Un verdict inattendu
Le 6 octobre 2023, une sentence du juge des référés du Tribunal de Grande Instance Hors Classe de Niamey a retenti comme un coup de tonnerre. Elle estime que Salem Bazoum, fils de l’ancien président Mohamed Bazoum, est victime d’un trouble manifestement illicite : en somme, une détention abusive. Cette décision, bien au-delà de la lettre de la loi, sonne comme un avertissement que le CNSP, la junte au pouvoir à Niamey, ferait mieux de prendre en compte.
Un signal fort contre le CNSP
Ce verdict pose, en effet, une série d’interrogations inquiétantes pour le CNSP. Cette reconnaissance juridique de la situation de Salem Bazoum, ne serait-elle pas une porte ouverte pour Hadiza Bazoum, sa mère, également retenue sans justification apparente ? Et si elle se tournait, à son tour, vers la justice pour faire valoir ses droits ? Un tel scénario, s’il venait à se réaliser, fragiliserait davantage le CNSP.
Une épine dans le pied du CNSP
Cette victoire judiciaire des Bazoum au Niger pourrait avoir des ramifications bien au-delà des frontières nationales. En effet, plusieurs procès ont été intentés par les Bazoum, notamment devant la cour de justice de la CEDEAO, institution régionale ouest-africaine où Bazoum jouit toujours d’un soutien considérable parmi ses homologues chefs d’État. Si, hypothétiquement, le président déchu l’emportait également devant cette instance, il pourrait solliciter l’intervention du Conseil de sécurité des Nations Unies en faveur de son rétablissement à la tête de l’État. Une éventualité qui compliquerait davantage la situation pour le CNSP.

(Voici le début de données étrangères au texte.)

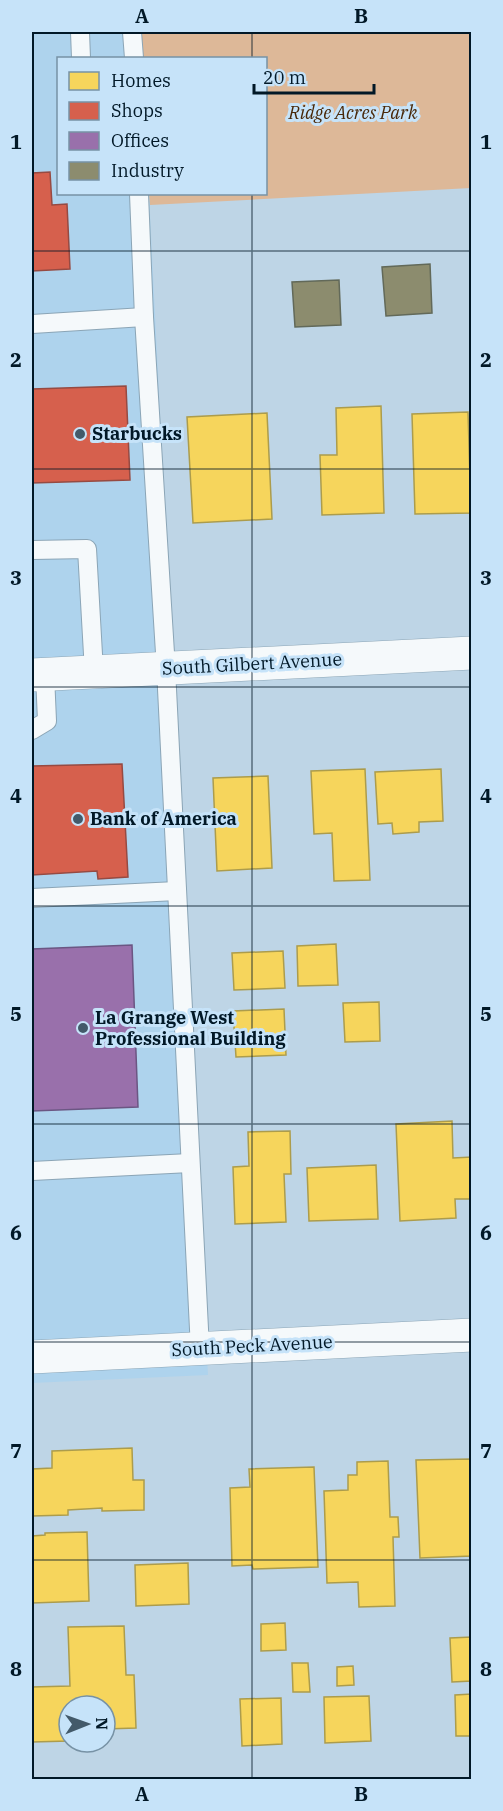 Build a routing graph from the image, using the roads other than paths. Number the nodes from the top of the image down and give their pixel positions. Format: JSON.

Bien que l’Agence Judiciaire de l’État, représentant l’Etat Niger lors du procès intenté par Salem Bazoum, ferait appel sans doute du jugement surprenant, le mal est fait. Les choix qui s’offrent aujourd’hui au CNSP sont délicats : libérer Salem, avec toutes les implications que cela suppose, ou continuer à le détenir, en étant qualifié de transgresseur des lois, s’exposant ainsi à des critiques internationales virulentes.
La nécessité d’un changement de cap
Face à ces enjeux, le CNSP doit impérativement repenser sa stratégie. Premièrement, il lui appartient d’engager rapidement des poursuites judiciaires contre Mohamed Bazoum, conformément aux déclarations antérieures du CNSP. En effet, sa détention prolongée sans justification légitime ne ferait qu’entacher davantage la réputation de la junte sur la scène internationale. De plus, le remplacement des magistrats et une révision du système judiciaire implacable, hérité du régime déchu, s’impose. Sans ces changements drastiques, le CNSP pourrait bien être confronté à l’avenir à d’autres déboires judiciaires, aux conséquences potentiellement désastreuses.